### Exercise directions
Retype the data exactly, from its first line to the line containing "flex:none; width:28px; height:28px;", including both, and skip any picture.

Data records
____

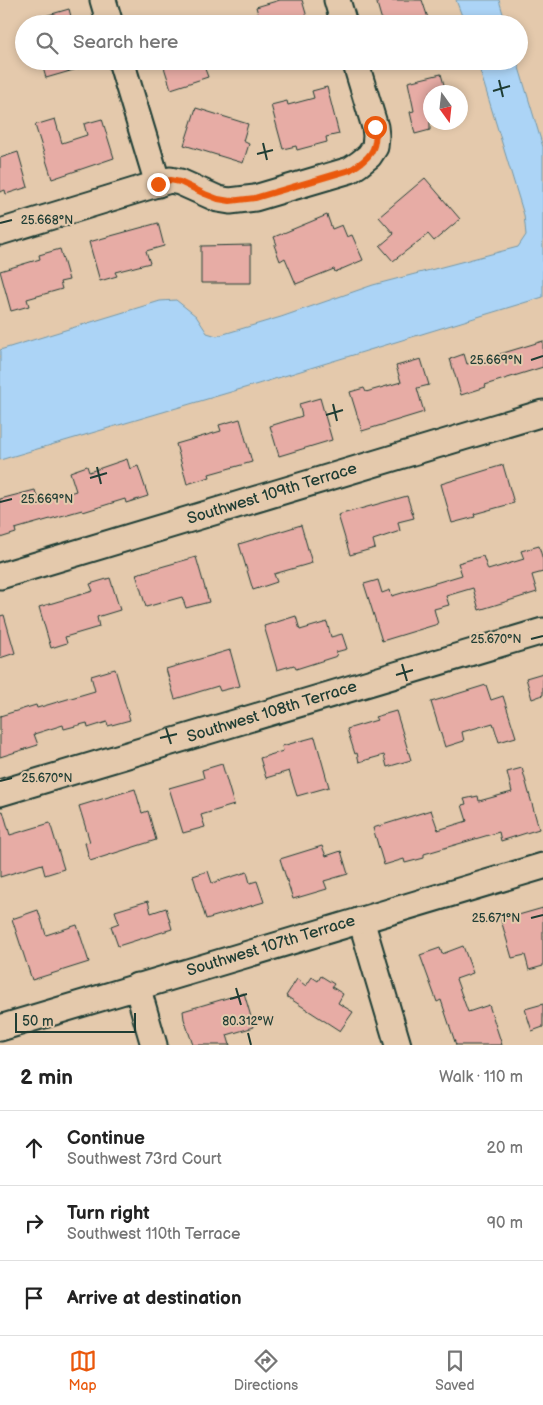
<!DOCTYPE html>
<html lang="en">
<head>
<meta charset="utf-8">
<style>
	:root { --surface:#fff; --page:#f2f2f2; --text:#222; --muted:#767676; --line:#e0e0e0; --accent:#ea580c }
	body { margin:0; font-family:"Balsamiq Sans",sans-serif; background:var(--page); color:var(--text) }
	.compass { position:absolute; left:423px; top:85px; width:45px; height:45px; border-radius:50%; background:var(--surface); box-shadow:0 2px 8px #0003; rotate:165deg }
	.scale { position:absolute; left:15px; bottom:12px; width:121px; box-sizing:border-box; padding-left:5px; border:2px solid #1f3d34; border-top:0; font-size:14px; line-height:18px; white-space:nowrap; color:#1f3d34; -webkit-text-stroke:4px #e4c9ac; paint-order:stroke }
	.stop { position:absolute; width:15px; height:15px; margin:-11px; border:4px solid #ea580c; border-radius:50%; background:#fff }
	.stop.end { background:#ea580c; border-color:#fff; box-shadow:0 1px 5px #0008 }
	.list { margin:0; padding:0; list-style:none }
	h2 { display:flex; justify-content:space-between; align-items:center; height:65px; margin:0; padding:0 20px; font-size:21px }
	h2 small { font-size:16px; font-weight:400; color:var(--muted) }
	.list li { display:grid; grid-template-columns:32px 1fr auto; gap:15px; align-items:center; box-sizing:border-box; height:75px; padding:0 20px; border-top:1px solid var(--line) }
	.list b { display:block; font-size:19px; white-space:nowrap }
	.list p { margin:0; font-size:16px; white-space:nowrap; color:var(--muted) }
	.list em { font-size:16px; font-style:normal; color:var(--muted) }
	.icon { flex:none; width:28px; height:28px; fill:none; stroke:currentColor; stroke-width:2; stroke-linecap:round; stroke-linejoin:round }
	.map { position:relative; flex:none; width:543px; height:1045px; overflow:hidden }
	.search { position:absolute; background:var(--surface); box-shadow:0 2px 8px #0003; left:15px; right:15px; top:15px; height:55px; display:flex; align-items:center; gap:12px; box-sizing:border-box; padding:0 18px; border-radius:28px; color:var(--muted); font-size:19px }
	.sheet { height:290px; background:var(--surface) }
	nav { display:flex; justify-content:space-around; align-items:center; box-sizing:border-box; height:70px; border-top:1px solid var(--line); background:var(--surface); font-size:14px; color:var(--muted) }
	nav a { display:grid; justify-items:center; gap:2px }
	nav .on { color:var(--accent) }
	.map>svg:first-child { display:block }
</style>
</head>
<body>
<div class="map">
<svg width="543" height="1045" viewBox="0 0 543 1045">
	<rect width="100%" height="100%" fill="#e4c9ac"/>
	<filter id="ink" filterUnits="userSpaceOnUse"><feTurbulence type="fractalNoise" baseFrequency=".02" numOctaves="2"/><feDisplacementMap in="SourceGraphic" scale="10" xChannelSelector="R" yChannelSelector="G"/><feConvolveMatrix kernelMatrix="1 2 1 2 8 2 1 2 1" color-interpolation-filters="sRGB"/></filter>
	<g filter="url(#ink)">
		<g fill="#acd4f6" stroke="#7498a8">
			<path d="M456,0h43l7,24h-41z"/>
			<path d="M477,61h40l26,86v150l-285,87 -258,76v-110l160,-49 16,-1 20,16 11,17 10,3 64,-19 92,-32 145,-38 8,-12 -2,-20z"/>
		</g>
		<g fill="#e7aca5" stroke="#1f3d34">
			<path d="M280,0h22l7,24h-48l-5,-17z"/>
			<path d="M376,0h46l8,24h-47z"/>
			<path d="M69,9l4,15h-41l-1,-4z"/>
			<path d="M41,61h50v4l-45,13z"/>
			<path d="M162,61h40l6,16 -37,12z"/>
			<path d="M441,74l5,18h-16v38l-15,4 -5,-22 4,-1 -6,-29z"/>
			<path d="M327,87l12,47 -13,3 1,5 -30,8 -1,-4 -13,3 -12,-44 16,-4 1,4 26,-7 -2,-7z"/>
			<path d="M196,108l52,16 -5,17 6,3 -6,19 -59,-18z"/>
			<path d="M55,119l7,24 25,-8 -3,-11 18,-5 12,39 -62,21 -17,-54z"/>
			<path d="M18,152l10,35 -22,7 -1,-4 -5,2v-34z"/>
			<path d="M425,178l35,41 -26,22 -6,-7 -35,27 -13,-15 14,-12 -15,-17z"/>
			<path d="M327,215l5,14 10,-4 5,12 5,-2 11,25 -28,12 -1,-3 -38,15 -11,-26 -5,3 -6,-16h3l-3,-8z"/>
			<path d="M158,223l6,23 -18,5 4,12 -35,9 2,4 -17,5 -11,-39z"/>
			<path d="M251,245v38h-50v-37z"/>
			<path d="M60,249l9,31 -9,2 2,7 -35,10 2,7 -18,5 -11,-40 40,-12 -1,-4z"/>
			<path d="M543,341v26l-58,18 1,2 -25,8 -11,-36 14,-5 3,10z"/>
			<path d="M421,359l8,26 -12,3 7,24 -62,19 -12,-39 14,-4 2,4 35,-10 -5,-16z"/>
			<path d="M320,398l12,42 -53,16 -9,-30 32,-10 -3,-12z"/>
			<path d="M240,419l12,43 -43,12 1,3 -23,7 -11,-40 45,-13 -2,-6z"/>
			<path d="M127,459l3,10 8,-3 10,30 -22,7 -1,-4 -42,13 -1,-2 -67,19 1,4 -16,5v-39l35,-9 2,7 5,-2 2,6 32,-10 -6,-19 17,-6 2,6z"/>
			<path d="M503,465l11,38 -40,11 1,3 -23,6 -11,-39z"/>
			<path d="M407,496l7,22 -16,4 2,9 -27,9 2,8 -25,7 -12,-40z"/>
			<path d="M301,525l11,38 -38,11 3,8 -24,8 -14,-46z"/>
			<path d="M539,546l4,14v12l-11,3 5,17 -58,18 -6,-22 -27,8 3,9 -15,4 4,15 -56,17 -18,-57 14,-4 4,13 8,-3 2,6 70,-21 -4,-12 25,-7 5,14 36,-11 -3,-8z"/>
			<path d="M196,557l13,45 -23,6 -4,-11 -36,10 -10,-33z"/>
			<path d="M110,578l10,32 -23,7 2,10 -34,10 2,6 -16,5 -12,-41 54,-16 -3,-7z"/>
			<path d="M4,615l11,38 -15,5v-42z"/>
			<path d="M296,616l4,14 27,-8 4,15 11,-3 5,15 -11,3 1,4 -41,13 -2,-4 -17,5 -13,-44z"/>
			<path d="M230,650l10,36 -20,5 -2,-5 -43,13 -9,-30z"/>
			<path d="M115,669l15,51 -22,6 -1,-4 -19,6 -1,-5 -23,6 -1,-4 -29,9 4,11 -38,12v-41l36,-11 1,3 58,-17 -4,-15z"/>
			<path d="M543,673v22l-11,4 -6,-21z"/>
			<path d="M486,685l5,15 12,-4 13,41 -17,5 -6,-19 -31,9 2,9 -19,6 -14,-45z"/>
			<path d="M396,711l15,49 -24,7 -3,-12 -25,7 -2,-9 -2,1 -8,-25 30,-9 -2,-3z"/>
			<path d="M315,737l14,50 -32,9 -8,-25 -23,7 -6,-20 23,-7 -1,-5z"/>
			<path d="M222,764l12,41 -33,10 4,12 -22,6 -14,-45 35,-10 -2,-8z"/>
			<path d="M522,768l17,61 -38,12 -2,-9 -75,22v4l-19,5 -1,-4 -20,6 -11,-37 58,-18 7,20 29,-9 -5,-16 4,-1 -2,-5 14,-3 1,5 33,-9 -5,-20z"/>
			<path d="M135,789l7,24 6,-2 8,29 -66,21 -5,-18 5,-1 -11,-36z"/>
			<path d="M3,811l7,24 40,-12 14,46 -19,6 -3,-11 -42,13v-65z"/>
			<path d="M322,846l4,10 15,-5 7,23 -24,7 3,8 -34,10 -13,-40z"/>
			<path d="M208,871l4,12 35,-11 3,11 7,-2 7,21 -58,17 -13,-43z"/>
			<path d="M148,901l3,12 15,-5 6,21 -54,17 -7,-20 8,-3 -4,-12z"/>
			<path d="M543,908v58l-14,4 -4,-15 -13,3 -11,-38z"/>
			<path d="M38,910l8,25 31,-10 12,37 -57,18 -20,-61z"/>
			<path d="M463,946l10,27 -17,6 12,33 21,-7 13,40h-46l-15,-45 -4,2 -17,-47 20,-7 2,6z"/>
			<path d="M321,976l13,8 -2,3 11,7 -5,9 15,9 -13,19 -54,-35 11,-17 9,7 6,-9 6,4z"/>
			<path d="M244,993l10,34 -27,8 3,10h-37l-9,-26 -1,-8z"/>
			<path d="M543,1004v23l-11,4 -7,-22z"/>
		</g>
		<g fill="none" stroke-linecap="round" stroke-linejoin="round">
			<defs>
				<g id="minor">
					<path d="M103,0l7,24"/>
					<path d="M337,0l7,24"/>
					<path d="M121,61l37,123"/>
					<path d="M0,232l170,-52 10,2 38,17 12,2 25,-3 95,-28 9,-6 10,-8 6,-9 1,-11 -1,-9 -20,-66"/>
					<path d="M0,576l543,-163"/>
					<path d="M0,793l543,-162"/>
					<path d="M361,920l37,125"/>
					<path d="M137,986l17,59"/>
					<path d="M0,1028l543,-162"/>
				</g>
			</defs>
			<use href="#minor" stroke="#1f3d34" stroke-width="29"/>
			<use href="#minor" stroke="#e4c9ac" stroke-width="25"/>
		</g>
	</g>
	<g fill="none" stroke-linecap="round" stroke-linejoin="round" filter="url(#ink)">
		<path stroke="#ea580c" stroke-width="6" d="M158,184l12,-4 10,2 25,12 13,5 12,2 25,-3 95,-28c19,-11 28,-20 25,-43"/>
	</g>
	<path fill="none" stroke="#1f3d34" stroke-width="2" d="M499,80l4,17M493,91l17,-5M263,143l4,17M257,154l16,-4M0,223l12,-3M531,360l12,-4M333,404l4,17M326,415l17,-5M97,467l4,17M90,478l17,-5M0,502l12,-3M531,639l12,-3M402,664l5,17M396,675l17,-5M166,728l5,16M160,738l17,-4M0,781l12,-3M531,918l12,-3M236,988l5,17M230,999l17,-5M248,1033l3,12"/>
	<g text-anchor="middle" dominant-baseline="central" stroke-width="4" stroke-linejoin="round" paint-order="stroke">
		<g font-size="16" fill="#1f3d34" stroke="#e4c9ac">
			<text transform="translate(272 494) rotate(-17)">Southwest 109th Terrace</text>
			<text transform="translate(272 712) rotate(-17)">Southwest 108th Terrace</text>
			<text transform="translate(271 946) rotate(-17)">Southwest 107th Terrace</text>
		</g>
	</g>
	<g font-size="12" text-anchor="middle" fill="#1f3d34" stroke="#e4c9ac" stroke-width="4" stroke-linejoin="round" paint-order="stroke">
		<text x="47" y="224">25.668°N</text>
		<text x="496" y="364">25.669°N</text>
		<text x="47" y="503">25.669°N</text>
		<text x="496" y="643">25.670°N</text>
		<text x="47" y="782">25.670°N</text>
		<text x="496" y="922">25.671°N</text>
		<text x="248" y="1025">80.312°W</text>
	</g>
</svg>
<svg class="compass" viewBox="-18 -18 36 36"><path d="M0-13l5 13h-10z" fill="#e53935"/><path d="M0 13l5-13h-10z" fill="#767676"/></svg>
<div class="scale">50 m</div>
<div class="stop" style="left:375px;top:127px"></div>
<div class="stop end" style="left:158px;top:184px"></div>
<div class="search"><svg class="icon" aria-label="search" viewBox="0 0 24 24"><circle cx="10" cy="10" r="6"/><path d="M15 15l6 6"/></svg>Search here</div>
</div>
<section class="sheet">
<h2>2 min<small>Walk · 110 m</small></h2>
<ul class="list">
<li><svg class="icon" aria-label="ahead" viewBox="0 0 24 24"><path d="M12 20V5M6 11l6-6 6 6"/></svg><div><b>Continue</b><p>Southwest 73rd Court</p></div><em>20 m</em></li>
<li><svg class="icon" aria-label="right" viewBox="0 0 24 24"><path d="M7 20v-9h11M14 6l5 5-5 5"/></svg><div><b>Turn right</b><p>Southwest 110th Terrace</p></div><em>90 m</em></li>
<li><svg class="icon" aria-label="arrive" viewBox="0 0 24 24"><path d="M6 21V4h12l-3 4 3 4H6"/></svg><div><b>Arrive at destination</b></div></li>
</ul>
</section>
<nav>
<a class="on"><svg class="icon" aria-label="map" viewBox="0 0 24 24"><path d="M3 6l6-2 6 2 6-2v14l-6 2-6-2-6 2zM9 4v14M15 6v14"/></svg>Map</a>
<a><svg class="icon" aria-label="directions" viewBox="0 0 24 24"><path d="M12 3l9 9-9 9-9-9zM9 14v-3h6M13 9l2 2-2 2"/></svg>Directions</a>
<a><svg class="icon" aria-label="saved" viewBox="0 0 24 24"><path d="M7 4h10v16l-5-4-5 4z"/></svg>Saved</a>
</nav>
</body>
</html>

____

### Task response
<!DOCTYPE html>
<html lang="en">
<head>
<meta charset="utf-8">
<style>
	:root { --surface:#fff; --page:#f2f2f2; --text:#222; --muted:#767676; --line:#e0e0e0; --accent:#ea580c }
	body { margin:0; font-family:"Balsamiq Sans",sans-serif; background:var(--page); color:var(--text) }
	.compass { position:absolute; left:423px; top:85px; width:45px; height:45px; border-radius:50%; background:var(--surface); box-shadow:0 2px 8px #0003; rotate:165deg }
	.scale { position:absolute; left:15px; bottom:12px; width:121px; box-sizing:border-box; padding-left:5px; border:2px solid #1f3d34; border-top:0; font-size:14px; line-height:18px; white-space:nowrap; color:#1f3d34; -webkit-text-stroke:4px #e4c9ac; paint-order:stroke }
	.stop { position:absolute; width:15px; height:15px; margin:-11px; border:4px solid #ea580c; border-radius:50%; background:#fff }
	.stop.end { background:#ea580c; border-color:#fff; box-shadow:0 1px 5px #0008 }
	.list { margin:0; padding:0; list-style:none }
	h2 { display:flex; justify-content:space-between; align-items:center; height:65px; margin:0; padding:0 20px; font-size:21px }
	h2 small { font-size:16px; font-weight:400; color:var(--muted) }
	.list li { display:grid; grid-template-columns:32px 1fr auto; gap:15px; align-items:center; box-sizing:border-box; height:75px; padding:0 20px; border-top:1px solid var(--line) }
	.list b { display:block; font-size:19px; white-space:nowrap }
	.list p { margin:0; font-size:16px; white-space:nowrap; color:var(--muted) }
	.list em { font-size:16px; font-style:normal; color:var(--muted) }
	.icon { flex:none; width:28px; height:28px; fill:none; stroke:currentColor; stroke-width:2; stroke-linecap:round; stroke-linejoin:round }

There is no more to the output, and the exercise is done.